There aren't a lot of real world examples of using BTRFS around online. Some of the most useful advice I found was in r/BTRFS on Reddit but it's hard to actually find user experiences beyond the theroretical.
This is sort of one, but the tl;dr is have good backups and learn from your experiences. The practical stuff starts at 'The Practical Stuff'.

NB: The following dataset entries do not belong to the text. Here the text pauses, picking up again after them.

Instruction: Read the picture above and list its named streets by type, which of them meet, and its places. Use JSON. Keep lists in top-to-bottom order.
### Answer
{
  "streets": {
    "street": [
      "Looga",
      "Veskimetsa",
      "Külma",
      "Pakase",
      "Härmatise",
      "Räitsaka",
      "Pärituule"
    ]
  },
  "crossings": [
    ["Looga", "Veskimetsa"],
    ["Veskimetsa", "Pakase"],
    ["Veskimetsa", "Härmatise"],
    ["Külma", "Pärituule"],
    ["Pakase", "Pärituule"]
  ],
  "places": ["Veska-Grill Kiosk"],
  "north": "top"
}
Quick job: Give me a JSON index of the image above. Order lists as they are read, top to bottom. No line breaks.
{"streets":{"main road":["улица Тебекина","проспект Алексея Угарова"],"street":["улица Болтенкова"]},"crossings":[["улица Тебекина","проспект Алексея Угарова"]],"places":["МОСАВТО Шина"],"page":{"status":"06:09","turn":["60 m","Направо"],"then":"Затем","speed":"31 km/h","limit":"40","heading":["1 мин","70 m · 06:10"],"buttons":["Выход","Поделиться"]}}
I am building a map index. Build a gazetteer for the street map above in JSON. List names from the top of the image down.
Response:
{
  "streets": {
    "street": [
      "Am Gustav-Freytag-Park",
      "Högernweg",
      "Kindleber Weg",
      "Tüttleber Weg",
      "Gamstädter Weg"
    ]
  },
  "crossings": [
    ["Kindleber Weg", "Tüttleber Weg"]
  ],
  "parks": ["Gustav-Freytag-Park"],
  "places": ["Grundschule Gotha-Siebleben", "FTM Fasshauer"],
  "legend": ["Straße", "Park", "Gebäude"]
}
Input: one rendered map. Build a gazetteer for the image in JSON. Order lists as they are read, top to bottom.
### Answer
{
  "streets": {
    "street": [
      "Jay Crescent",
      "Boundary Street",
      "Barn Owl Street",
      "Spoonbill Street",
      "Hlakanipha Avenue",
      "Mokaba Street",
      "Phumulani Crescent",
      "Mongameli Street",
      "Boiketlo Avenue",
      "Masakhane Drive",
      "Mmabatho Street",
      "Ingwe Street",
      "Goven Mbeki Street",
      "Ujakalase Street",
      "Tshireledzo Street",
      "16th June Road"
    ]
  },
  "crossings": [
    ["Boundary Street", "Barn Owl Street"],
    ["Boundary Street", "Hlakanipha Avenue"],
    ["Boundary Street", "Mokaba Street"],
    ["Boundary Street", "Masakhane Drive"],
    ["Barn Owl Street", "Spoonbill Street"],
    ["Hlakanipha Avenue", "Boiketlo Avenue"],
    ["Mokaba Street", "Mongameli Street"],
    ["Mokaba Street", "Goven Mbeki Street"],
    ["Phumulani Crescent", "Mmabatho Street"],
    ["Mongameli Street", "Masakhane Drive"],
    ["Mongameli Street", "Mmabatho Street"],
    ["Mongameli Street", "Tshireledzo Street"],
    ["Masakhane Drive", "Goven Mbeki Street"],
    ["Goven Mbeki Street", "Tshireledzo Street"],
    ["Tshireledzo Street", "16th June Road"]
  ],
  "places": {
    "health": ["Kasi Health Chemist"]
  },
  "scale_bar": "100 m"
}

I've had a home disk array for a long time for various reasons. As much as anything I have a home music streaming system as I prefer to buy and own music, even if it is as a download, and over the years I have digitised CDs, originally into iTunes but currently using Funkwhale.
The current disk array is a Terramaster D5-300, a five disk JBOD array that has Windows based software RAID support, but, being Just A Bunch of Disks, can be set up with other on-disk RAID architectures, so, as a Linux user, there were a couple of immediate choices: ZFS, or BTRFS.
ZFS is an enterprise level filesystem that was originally developed by Sun (RIP) but was ported to Linux when Sun's BSD based OS Solaris was open sourced before the Oracle takeover and was forked as OpenZFS. ZFS itself is a great filesystem, but at the time (2016) OpenZFS development had slowed and it's not really a good fit for the kind of low powered machine that goes with a home setup (I think I set it up on an Acer Revo at first).
BTRFS, on the other hand, is in the Linux kernel, so if something runs the kernel, it should work, and just needs the btrfs-tools package to manage it, so it can be configured and moved around if necessary.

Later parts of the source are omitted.